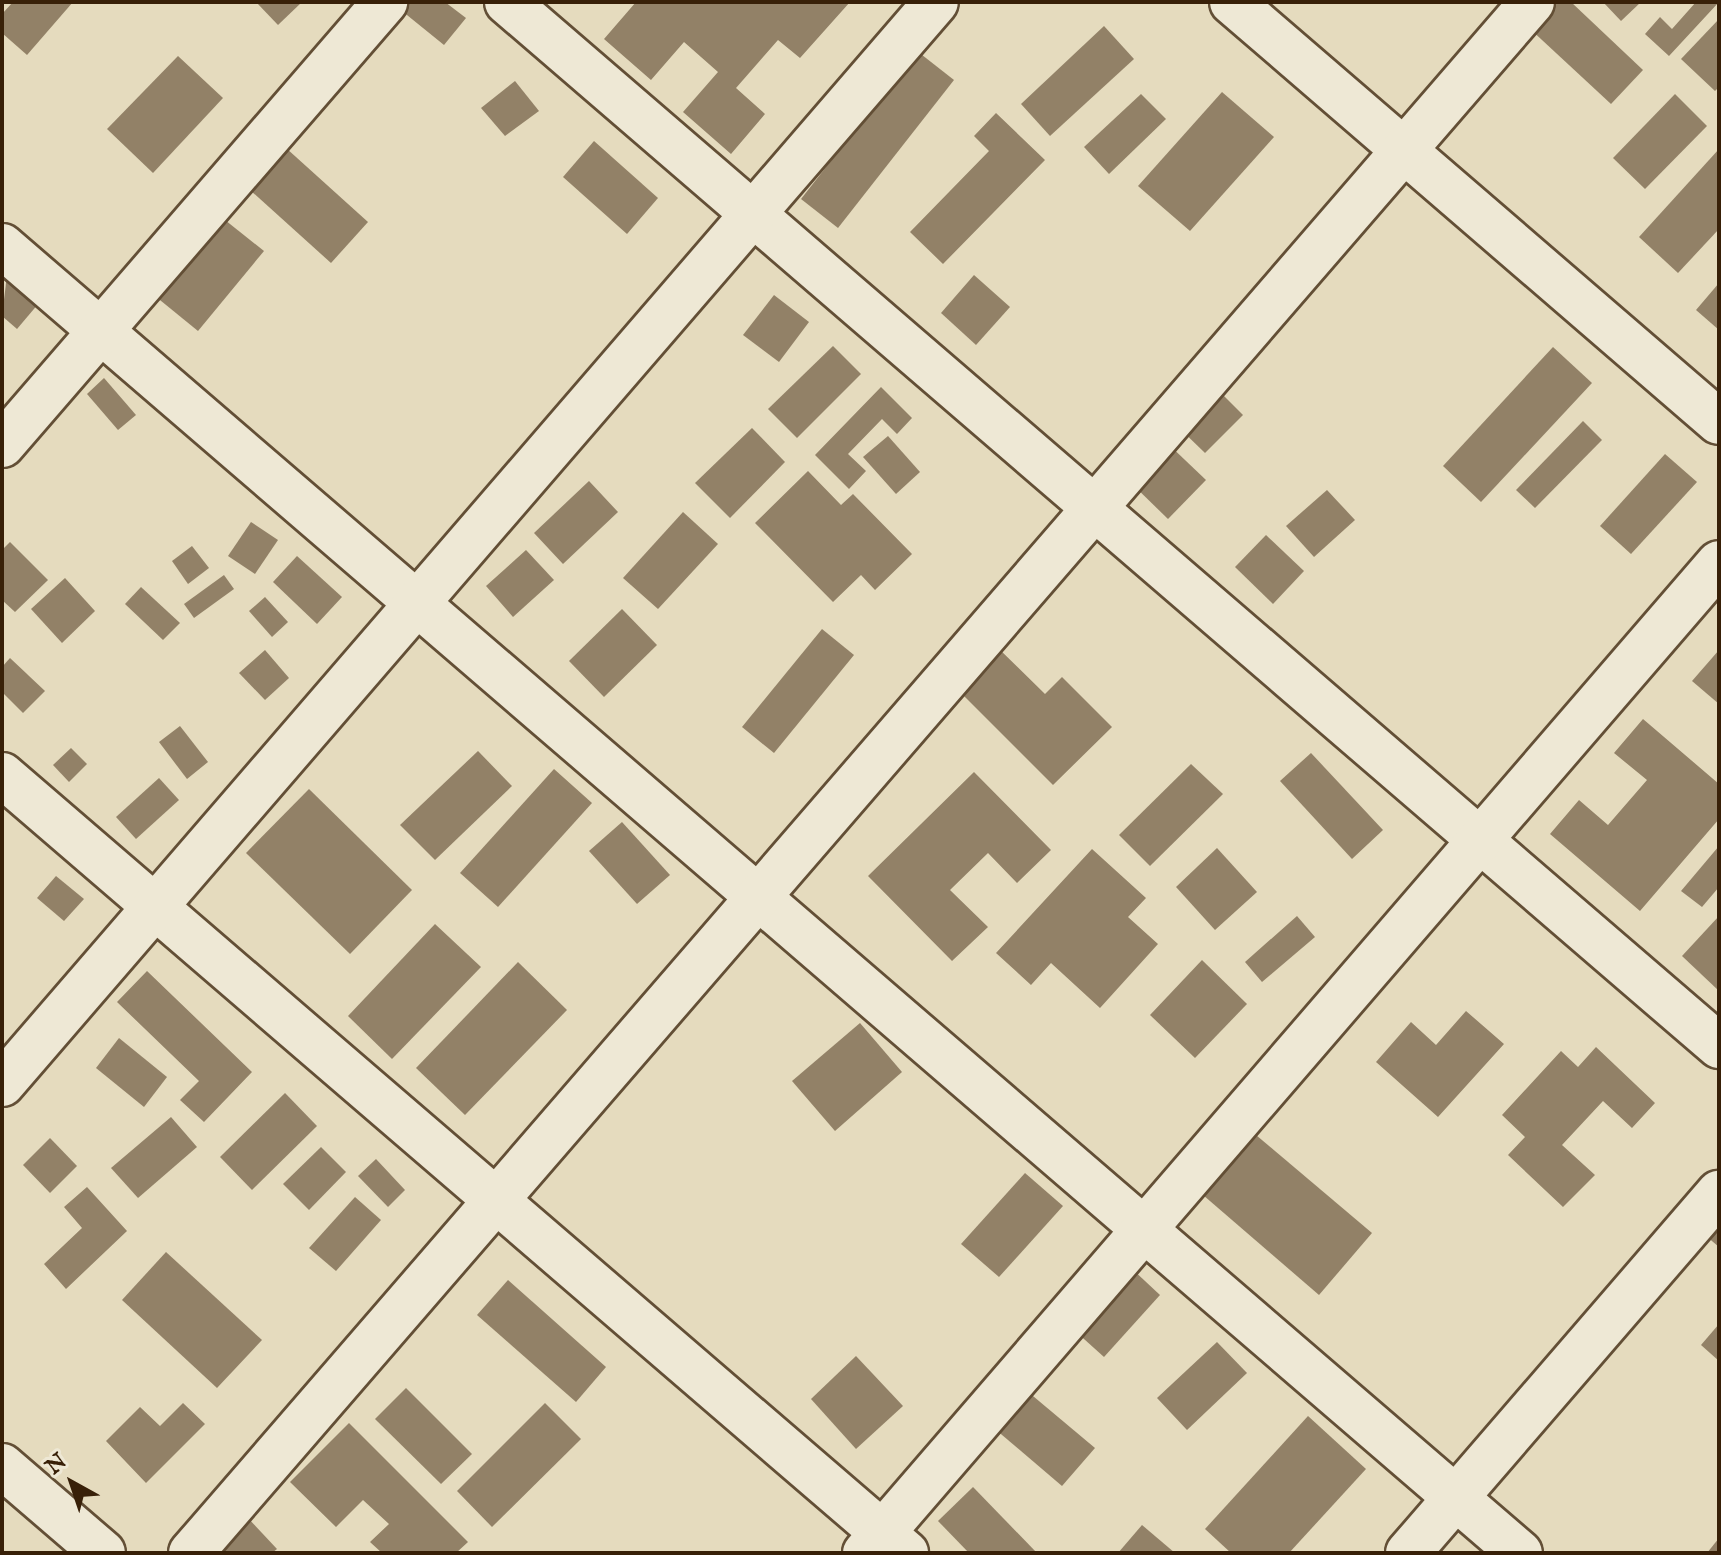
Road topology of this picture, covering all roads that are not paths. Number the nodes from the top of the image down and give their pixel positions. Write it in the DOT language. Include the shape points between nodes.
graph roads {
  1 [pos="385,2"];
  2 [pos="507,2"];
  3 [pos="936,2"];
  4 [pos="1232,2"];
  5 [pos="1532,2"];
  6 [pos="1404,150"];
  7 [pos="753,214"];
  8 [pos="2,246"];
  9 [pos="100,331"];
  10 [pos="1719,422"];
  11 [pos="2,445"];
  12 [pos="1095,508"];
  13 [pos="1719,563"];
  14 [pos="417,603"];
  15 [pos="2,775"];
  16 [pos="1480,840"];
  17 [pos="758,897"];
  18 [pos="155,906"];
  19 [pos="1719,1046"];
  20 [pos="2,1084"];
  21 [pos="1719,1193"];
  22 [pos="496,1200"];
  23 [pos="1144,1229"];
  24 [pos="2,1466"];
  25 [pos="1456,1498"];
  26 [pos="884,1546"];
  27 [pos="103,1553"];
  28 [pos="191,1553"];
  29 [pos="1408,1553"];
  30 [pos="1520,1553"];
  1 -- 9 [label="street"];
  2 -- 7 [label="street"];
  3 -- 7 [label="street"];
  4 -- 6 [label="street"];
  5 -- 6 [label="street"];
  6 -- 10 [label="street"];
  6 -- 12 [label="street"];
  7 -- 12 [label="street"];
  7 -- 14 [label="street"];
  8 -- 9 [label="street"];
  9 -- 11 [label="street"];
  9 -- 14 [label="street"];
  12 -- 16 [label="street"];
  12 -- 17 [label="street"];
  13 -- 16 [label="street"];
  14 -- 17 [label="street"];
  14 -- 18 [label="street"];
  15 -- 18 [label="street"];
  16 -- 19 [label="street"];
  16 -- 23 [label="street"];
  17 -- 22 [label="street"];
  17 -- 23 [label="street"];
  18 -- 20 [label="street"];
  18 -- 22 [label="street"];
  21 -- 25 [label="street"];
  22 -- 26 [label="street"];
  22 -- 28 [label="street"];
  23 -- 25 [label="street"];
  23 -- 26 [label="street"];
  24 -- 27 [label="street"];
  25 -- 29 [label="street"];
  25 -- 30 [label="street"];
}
* * * * * * *
The task = Make an exact copy of all entries above, dropping the images.

Exercise output =
Road topology of this picture, covering all roads that are not paths. Number the nodes from the top of the image down and give their pixel positions. Write it in the DOT language. Include the shape points between nodes.
graph roads {
  1 [pos="385,2"];
  2 [pos="507,2"];
  3 [pos="936,2"];
  4 [pos="1232,2"];
  5 [pos="1532,2"];
  6 [pos="1404,150"];
  7 [pos="753,214"];
  8 [pos="2,246"];
  9 [pos="100,331"];
  10 [pos="1719,422"];
  11 [pos="2,445"];
  12 [pos="1095,508"];
  13 [pos="1719,563"];
  14 [pos="417,603"];
  15 [pos="2,775"];
  16 [pos="1480,840"];
  17 [pos="758,897"];
  18 [pos="155,906"];
  19 [pos="1719,1046"];
  20 [pos="2,1084"];
  21 [pos="1719,1193"];
  22 [pos="496,1200"];
  23 [pos="1144,1229"];
  24 [pos="2,1466"];
  25 [pos="1456,1498"];
  26 [pos="884,1546"];
  27 [pos="103,1553"];
  28 [pos="191,1553"];
  29 [pos="1408,1553"];
  30 [pos="1520,1553"];
  1 -- 9 [label="street"];
  2 -- 7 [label="street"];
  3 -- 7 [label="street"];
  4 -- 6 [label="street"];
  5 -- 6 [label="street"];
  6 -- 10 [label="street"];
  6 -- 12 [label="street"];
  7 -- 12 [label="street"];
  7 -- 14 [label="street"];
  8 -- 9 [label="street"];
  9 -- 11 [label="street"];
  9 -- 14 [label="street"];
  12 -- 16 [label="street"];
  12 -- 17 [label="street"];
  13 -- 16 [label="street"];
  14 -- 17 [label="street"];
  14 -- 18 [label="street"];
  15 -- 18 [label="street"];
  16 -- 19 [label="street"];
  16 -- 23 [label="street"];
  17 -- 22 [label="street"];
  17 -- 23 [label="street"];
  18 -- 20 [label="street"];
  18 -- 22 [label="street"];
  21 -- 25 [label="street"];
  22 -- 26 [label="street"];
  22 -- 28 [label="street"];
  23 -- 25 [label="street"];
  23 -- 26 [label="street"];
  24 -- 27 [label="street"];
  25 -- 29 [label="street"];
  25 -- 30 [label="street"];
}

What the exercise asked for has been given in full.